El Acuerdo de Diálogo Social en materia de pensiones alcanzado en 2011 por sindicatos, empresarios y el Gobierno supuso la integración de las Empleadas de Hogar en el Régimen General de la Seguridad Social. Esta integración suponía la equiparación de la mayoría de los derechos sociales y laborales (incapacidad temporal, maternidad, etc.) con el resto de trabajadores y el compromiso de abordar el derecho al desempleo, un compromiso que el Gobierno no ha atendido aún y que  distintas agrupaciones y sindicatos reclaman para las más de 420.000 Empleadas de hogar en alta que se registran en la actualidad.

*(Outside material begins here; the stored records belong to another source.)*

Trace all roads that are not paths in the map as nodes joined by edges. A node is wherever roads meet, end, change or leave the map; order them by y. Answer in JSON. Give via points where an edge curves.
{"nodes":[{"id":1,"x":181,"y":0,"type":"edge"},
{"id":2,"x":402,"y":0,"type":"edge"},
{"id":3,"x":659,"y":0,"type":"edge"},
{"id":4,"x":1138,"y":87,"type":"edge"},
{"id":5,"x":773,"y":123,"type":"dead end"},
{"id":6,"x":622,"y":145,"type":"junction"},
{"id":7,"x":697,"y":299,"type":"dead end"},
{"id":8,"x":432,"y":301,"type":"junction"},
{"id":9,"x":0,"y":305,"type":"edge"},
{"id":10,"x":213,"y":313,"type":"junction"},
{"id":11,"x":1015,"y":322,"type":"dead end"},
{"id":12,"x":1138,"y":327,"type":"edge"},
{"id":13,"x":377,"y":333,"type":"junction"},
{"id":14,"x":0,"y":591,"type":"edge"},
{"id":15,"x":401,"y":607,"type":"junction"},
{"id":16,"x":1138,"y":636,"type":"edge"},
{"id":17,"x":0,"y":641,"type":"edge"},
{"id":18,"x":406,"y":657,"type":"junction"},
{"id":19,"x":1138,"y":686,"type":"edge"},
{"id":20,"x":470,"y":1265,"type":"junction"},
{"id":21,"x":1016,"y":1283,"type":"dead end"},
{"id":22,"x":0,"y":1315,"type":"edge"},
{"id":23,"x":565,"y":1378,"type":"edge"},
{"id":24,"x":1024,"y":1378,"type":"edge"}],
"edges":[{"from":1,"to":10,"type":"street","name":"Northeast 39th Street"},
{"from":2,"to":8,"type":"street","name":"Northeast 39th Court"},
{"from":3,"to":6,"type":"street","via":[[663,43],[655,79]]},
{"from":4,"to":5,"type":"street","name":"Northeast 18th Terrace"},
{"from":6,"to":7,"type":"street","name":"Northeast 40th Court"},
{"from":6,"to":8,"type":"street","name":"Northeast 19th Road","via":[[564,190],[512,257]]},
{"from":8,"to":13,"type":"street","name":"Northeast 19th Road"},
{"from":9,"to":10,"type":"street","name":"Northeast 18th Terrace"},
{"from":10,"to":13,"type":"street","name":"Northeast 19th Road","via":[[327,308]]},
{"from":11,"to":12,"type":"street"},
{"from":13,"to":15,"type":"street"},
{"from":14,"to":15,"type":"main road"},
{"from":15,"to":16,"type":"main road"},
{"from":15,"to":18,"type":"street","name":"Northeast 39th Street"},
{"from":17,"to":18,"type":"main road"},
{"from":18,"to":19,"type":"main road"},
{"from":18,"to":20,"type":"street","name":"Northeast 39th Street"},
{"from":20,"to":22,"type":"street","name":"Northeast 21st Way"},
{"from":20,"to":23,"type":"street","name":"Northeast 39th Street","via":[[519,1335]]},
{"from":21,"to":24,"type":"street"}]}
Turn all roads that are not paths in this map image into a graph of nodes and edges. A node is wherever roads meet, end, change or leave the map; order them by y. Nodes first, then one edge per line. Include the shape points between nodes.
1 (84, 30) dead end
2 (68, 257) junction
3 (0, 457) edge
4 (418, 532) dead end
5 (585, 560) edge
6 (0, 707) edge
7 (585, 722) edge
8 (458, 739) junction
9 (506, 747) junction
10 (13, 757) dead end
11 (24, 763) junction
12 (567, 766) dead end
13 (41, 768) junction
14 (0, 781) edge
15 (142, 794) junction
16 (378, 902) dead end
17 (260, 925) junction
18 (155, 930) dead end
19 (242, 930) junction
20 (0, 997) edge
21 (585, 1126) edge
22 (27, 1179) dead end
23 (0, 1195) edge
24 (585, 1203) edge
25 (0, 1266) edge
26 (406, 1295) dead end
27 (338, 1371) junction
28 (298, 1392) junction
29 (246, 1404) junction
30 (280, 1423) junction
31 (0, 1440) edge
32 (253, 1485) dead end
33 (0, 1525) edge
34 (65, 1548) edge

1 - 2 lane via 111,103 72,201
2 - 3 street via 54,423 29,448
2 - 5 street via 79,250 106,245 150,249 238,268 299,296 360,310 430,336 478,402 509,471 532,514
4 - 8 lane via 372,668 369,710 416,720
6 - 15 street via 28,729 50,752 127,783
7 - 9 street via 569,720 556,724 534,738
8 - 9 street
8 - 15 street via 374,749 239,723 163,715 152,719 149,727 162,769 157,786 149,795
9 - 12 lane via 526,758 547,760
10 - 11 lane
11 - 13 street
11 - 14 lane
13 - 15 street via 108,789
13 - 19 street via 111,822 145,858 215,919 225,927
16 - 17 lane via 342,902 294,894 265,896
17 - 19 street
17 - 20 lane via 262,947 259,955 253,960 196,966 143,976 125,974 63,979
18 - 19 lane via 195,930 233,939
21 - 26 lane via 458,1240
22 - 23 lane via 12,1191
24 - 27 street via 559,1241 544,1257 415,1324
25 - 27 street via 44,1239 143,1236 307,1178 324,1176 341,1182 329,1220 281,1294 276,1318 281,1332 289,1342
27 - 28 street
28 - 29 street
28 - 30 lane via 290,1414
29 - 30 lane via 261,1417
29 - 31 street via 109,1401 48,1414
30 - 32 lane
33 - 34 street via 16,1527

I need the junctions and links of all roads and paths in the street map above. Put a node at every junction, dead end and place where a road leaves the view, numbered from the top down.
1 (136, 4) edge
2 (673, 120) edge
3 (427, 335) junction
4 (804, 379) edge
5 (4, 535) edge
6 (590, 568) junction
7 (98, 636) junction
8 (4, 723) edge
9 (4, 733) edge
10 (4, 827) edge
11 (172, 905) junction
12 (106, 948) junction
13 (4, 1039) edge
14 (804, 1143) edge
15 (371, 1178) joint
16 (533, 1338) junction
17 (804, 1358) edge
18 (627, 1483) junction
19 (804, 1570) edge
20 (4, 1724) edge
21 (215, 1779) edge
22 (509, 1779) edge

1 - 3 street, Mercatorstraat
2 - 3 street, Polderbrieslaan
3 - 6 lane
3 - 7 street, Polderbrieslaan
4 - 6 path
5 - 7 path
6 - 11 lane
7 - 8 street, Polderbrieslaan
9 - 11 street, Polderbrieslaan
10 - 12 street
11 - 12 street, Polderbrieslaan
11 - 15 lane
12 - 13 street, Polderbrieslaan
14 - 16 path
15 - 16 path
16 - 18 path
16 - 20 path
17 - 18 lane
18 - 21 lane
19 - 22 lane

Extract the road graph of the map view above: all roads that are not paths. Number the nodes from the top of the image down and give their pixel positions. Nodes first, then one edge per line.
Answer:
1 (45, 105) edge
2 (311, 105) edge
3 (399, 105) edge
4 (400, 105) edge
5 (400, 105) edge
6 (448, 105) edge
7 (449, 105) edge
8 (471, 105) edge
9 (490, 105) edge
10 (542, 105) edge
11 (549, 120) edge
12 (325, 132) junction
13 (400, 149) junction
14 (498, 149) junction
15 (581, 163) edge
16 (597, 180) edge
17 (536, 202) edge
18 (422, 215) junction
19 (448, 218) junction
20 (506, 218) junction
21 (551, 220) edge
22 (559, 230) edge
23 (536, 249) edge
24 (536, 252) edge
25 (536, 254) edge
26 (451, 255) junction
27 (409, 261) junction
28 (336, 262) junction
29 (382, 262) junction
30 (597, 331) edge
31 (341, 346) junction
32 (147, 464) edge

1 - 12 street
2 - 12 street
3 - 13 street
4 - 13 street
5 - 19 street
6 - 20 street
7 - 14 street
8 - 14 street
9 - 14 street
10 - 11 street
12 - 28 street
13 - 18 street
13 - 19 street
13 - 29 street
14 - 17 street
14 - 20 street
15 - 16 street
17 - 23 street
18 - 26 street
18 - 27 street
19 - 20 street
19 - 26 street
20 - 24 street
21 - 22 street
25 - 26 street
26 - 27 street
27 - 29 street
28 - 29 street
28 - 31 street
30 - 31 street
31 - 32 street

El acuerdo de 2011 para la integración de las Empleadas de Hogar incluía también una serie de ayudas a la cotización de los empleadores que diesen de alta en la Seguridad Social a estas trabajadoras, y la obligación de que el empleador cotizase por ellas desde la primera hora de trabajo. Este modelo estuvo en vigor desde el 2011 hasta abril de 2013 y permitió aflorar desde la economía sumergida a 128.271 trabajadoras (un crecimiento de afiliación equivalente al 43,25%). El Gobierno del PP, de forma injustificada, impuso entonces una reforma no pactada que permite trasladar la responsabilidad de asumir la cotización a las propias empleadas cuando trabajan menos de 60 horas mensuales para un empleador. Este hecho, junto a la indolencia del Gobierno para continuar impulsando el proceso, constituyen dos de los factores centrales para explicar la paralización que se ha registrado en el proceso de afloramiento de la economía sumergida en el sector, en la que se mantiene a cerca de un tercio de estas trabajadoras. Desde 2013 hasta septiembre de 2017 las empleadas de hogar en alta se han reducido en 5.398 (una pérdida de afiliación del 1,27%).

Hace unos meses la ministra de Empleo anunció que el gobierno no volvería a establecer ayudas al empleo con fórmulas como las reducciones, que suponen una reducción de los ingresos de Seguridad Social, transformándolas en bonificaciones que el Ministerio financiaría a su cargo para que el sistema de Seguridad Social no se vea afectado. Sin embargo, como ya ocurrió hace unas semanas con la llamada tarifa plana de autónomos, el viernes 6 de octubre el Consejo de Ministros aprobó volver a establecer hasta diciembre de 2018 reducciones a la cotización de los empleadores que hayan dado de alta a sus empleadas de hogar. Se trata de reducciones en las contingencias comunes a cargo del empleador establecidas con carácter general en el 20%, y hasta del 45% en el caso de familias numerosas, pero de las que quedan excluidos los casos en los que sea la trabajadora la que haya asumido la responsabilidad de ingresar las cotizaciones.

Estas reducciones se habían omitido injustificadamente en la Ley de PGE para 2017 y ahora se subsana esa omisión, pero debería hacerse corrigiendo la vía de financiación de ese estímulo, a cargo exclusivamente de la Seguridad Social, asumiendo el Presupuesto del Estado el coste de esta medida.

El Gobierno debe crear la desatención sistematizada que ejerce sobre las Empleadas de hogar, como ha quedado patente cuando ha modificado el régimen de responsabilidades en el alta a la Seguridad Social, incumplido el compromiso de abrir un debate con los sindicatos para la extensión de la protección por desempleo o negándose a que España suscriba el Convenio 189 de la OIT dejando así mermados los derechos laborales de estas trabajadoras.